Justification for inscription - Introduction

b. Comparative analysis

          The wide range of military architecture of the Geto-Dacians is proved by the ingenious fortification system and the materials used to build it.
          While the fortifying techniques took shape in the first Iron Age, in the course of their historical evolution, the Geto-Dacians took over other models or foreign patterns, and they adjusted them to their conceptions or necessities. First of all there is this equilibrium between the tradition and innovation that confirms the cultural and ethnic continuity.
          The Geto-Dacians civilisation was connected to the cultural paradigms of the southern Thracians, the Illyrians, the Celts (inside the Carpathian arch), and above all to the Greeks and the Romans.
          A comparison between the classic and Celtic Dacian civilisations of the Oppidan phase reveals a few common elements.

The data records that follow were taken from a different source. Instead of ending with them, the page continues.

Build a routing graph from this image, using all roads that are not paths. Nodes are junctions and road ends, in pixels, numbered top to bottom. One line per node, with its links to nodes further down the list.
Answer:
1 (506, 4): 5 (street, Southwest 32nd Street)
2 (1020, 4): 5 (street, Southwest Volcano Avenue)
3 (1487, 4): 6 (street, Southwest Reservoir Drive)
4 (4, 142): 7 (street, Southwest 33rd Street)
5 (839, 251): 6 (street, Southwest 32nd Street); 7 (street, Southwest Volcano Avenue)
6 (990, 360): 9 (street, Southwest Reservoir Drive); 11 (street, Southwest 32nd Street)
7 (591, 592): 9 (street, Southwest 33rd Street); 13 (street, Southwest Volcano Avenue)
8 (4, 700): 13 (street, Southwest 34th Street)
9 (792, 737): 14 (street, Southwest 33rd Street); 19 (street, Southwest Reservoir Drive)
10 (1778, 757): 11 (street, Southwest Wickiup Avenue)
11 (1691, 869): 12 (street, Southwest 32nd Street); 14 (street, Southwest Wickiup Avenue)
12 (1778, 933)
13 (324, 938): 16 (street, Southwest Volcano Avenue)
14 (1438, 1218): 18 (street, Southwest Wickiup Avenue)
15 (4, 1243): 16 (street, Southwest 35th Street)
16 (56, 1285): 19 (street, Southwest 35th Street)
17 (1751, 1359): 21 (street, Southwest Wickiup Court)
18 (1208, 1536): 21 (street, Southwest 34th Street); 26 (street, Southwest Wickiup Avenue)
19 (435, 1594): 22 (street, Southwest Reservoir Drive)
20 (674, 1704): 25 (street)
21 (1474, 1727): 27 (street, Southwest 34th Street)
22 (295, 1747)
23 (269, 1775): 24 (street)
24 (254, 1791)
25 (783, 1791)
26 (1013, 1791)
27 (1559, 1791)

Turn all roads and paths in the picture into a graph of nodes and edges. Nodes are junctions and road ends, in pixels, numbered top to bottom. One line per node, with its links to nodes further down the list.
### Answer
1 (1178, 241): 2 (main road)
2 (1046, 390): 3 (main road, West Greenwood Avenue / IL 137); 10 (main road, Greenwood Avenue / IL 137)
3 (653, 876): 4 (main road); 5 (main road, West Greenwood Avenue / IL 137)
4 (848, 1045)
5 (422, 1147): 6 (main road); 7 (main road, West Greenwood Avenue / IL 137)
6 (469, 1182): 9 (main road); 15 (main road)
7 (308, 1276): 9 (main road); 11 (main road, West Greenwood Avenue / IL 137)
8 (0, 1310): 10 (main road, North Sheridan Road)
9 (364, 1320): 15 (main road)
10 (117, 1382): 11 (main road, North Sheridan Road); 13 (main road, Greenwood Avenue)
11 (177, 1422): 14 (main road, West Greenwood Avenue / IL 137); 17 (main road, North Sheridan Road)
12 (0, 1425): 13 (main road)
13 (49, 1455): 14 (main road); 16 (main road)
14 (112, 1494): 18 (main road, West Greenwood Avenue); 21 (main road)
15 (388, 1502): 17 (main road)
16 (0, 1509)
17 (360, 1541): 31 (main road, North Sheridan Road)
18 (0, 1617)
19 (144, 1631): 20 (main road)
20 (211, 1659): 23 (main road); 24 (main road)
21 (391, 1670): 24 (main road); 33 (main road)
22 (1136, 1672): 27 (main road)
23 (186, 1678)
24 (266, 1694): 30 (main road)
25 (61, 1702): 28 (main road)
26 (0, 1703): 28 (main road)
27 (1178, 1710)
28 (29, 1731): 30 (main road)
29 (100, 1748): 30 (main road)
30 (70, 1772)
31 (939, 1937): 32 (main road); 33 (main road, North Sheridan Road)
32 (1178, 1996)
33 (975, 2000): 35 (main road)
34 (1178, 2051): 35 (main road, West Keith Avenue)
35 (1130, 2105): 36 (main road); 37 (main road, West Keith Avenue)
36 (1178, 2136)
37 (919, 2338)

          The relationships between the two civilisations during the period of Celtic dominance in Transylvania (4th - 2nd centuries BC), but also during the period of Geto-Dacian expansion in the Pannonic Danube basin (1st century BC) emerged as a tight cohabitation. They used to share cultural concepts and practices: the iron metallurgy, the remarkable proliferation of local coin issues from the 3rd - 2nd centuries BC, the burial practices.